**Stored data entries**
============================================================

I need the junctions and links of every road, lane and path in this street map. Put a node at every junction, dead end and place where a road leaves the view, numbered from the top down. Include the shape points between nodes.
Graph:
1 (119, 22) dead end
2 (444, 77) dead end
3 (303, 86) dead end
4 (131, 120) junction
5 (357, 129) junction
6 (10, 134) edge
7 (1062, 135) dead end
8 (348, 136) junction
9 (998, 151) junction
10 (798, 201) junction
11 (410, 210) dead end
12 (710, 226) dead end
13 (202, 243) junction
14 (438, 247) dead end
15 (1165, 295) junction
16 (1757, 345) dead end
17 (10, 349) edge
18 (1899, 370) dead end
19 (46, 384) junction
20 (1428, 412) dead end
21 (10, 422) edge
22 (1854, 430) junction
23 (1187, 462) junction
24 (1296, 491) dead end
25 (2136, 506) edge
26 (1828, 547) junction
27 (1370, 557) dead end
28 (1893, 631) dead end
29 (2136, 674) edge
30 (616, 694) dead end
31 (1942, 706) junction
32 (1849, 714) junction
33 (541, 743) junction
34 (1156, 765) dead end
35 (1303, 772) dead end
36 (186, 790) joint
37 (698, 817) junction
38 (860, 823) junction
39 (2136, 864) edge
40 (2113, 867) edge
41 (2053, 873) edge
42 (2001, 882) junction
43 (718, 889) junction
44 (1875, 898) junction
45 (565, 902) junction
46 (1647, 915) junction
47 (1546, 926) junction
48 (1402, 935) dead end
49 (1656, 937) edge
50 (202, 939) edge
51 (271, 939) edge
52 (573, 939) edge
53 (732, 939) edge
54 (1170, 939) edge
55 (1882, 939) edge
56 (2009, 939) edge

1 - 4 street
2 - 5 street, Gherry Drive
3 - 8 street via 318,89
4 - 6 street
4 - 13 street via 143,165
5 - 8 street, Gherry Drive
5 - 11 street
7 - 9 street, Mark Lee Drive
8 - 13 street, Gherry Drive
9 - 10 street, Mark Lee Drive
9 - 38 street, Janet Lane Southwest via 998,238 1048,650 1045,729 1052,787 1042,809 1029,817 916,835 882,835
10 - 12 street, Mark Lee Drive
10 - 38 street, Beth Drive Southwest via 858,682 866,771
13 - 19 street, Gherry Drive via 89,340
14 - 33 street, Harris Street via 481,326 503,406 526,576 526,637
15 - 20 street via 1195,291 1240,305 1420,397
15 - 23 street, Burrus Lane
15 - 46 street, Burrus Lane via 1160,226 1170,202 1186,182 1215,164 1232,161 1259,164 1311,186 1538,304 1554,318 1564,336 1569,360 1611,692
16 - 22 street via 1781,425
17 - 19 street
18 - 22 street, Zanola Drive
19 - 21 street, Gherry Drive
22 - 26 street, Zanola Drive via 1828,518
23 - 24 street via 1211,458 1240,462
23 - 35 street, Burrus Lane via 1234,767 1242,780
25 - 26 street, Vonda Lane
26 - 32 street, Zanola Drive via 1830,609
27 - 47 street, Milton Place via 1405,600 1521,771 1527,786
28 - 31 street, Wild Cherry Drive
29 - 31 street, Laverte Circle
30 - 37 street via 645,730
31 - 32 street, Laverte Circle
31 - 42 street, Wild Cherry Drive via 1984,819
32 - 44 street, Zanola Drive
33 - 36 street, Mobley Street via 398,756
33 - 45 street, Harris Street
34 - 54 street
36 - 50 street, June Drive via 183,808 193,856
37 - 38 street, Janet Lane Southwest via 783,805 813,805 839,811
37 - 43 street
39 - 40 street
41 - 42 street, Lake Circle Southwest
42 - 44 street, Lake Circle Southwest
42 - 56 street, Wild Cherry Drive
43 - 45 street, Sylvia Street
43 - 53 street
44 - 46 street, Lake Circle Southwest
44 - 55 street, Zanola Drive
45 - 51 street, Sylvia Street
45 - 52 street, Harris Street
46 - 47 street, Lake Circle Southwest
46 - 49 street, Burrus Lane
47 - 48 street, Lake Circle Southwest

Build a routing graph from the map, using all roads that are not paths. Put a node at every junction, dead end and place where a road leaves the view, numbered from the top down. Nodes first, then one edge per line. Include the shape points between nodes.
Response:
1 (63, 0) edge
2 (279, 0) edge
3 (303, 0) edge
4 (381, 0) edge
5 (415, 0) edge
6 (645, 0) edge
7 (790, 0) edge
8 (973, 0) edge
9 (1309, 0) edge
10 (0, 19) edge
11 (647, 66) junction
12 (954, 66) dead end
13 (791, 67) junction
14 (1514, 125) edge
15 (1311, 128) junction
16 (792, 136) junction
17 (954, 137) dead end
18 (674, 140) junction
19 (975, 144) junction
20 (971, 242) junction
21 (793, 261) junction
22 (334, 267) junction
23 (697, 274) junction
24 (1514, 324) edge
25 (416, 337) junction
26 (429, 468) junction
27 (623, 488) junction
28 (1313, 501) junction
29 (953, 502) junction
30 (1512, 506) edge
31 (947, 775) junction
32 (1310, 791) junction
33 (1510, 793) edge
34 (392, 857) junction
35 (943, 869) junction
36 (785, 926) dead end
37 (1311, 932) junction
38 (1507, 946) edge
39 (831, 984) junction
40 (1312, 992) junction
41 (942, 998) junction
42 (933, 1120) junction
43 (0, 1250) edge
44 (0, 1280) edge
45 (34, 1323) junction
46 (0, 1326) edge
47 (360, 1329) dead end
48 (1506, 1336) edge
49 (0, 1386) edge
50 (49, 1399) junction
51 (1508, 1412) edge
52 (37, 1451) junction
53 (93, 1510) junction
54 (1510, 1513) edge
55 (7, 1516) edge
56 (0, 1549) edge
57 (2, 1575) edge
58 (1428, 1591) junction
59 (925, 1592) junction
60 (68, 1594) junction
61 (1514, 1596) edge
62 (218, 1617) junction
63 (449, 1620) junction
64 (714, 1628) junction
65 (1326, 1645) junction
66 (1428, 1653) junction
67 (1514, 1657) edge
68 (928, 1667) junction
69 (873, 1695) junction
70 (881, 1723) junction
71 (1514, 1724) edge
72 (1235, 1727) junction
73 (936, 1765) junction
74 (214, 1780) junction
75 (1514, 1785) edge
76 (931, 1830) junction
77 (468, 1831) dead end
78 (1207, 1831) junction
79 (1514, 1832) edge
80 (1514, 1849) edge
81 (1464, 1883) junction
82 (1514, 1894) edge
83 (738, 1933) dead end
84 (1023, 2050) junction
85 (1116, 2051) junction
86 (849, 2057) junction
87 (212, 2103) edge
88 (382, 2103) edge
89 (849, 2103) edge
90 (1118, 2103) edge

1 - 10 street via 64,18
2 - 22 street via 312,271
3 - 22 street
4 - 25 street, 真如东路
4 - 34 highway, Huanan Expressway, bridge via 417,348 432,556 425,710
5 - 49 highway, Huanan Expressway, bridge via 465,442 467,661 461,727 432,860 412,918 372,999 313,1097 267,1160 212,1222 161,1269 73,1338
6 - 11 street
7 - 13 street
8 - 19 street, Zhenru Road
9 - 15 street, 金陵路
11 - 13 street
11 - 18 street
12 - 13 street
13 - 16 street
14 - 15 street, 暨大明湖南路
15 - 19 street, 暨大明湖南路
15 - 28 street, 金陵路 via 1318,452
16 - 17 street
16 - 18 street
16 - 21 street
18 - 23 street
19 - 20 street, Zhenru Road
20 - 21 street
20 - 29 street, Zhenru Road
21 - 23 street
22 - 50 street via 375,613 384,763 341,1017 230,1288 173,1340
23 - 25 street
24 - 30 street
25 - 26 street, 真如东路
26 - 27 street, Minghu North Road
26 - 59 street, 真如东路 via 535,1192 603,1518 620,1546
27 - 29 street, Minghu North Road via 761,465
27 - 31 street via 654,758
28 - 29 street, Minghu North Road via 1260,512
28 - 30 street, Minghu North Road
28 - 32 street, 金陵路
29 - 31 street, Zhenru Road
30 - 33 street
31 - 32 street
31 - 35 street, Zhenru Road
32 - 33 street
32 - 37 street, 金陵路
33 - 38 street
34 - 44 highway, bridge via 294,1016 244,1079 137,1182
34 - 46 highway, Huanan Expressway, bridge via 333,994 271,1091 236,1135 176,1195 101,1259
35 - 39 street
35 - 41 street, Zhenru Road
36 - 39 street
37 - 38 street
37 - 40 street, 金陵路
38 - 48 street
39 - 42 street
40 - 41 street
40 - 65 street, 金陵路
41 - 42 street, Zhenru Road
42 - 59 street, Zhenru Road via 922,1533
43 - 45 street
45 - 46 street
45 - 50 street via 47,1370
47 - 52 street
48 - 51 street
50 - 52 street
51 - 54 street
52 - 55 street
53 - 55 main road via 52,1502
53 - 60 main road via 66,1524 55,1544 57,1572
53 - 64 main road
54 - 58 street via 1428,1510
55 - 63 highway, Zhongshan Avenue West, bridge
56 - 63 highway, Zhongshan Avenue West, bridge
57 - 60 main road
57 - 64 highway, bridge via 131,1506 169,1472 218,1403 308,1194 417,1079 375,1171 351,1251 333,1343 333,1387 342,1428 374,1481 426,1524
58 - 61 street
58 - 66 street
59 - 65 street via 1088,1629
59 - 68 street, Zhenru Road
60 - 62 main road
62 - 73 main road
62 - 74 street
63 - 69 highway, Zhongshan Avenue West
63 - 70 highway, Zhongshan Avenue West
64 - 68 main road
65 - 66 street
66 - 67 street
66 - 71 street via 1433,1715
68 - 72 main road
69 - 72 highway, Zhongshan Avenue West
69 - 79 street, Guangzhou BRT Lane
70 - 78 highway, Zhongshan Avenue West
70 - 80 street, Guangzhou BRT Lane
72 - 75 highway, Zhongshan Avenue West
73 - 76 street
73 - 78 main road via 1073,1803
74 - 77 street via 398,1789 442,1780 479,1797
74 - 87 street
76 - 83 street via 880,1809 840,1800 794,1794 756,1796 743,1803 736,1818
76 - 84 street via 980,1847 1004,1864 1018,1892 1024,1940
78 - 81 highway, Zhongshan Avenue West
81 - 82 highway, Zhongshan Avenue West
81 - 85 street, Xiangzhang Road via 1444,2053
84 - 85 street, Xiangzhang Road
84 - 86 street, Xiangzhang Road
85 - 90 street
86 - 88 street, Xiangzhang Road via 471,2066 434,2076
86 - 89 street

============================================================

**Aim of the exercise**
Lines with "Janet": state how many there are in the records, and nothing more.

**Result for this task**
2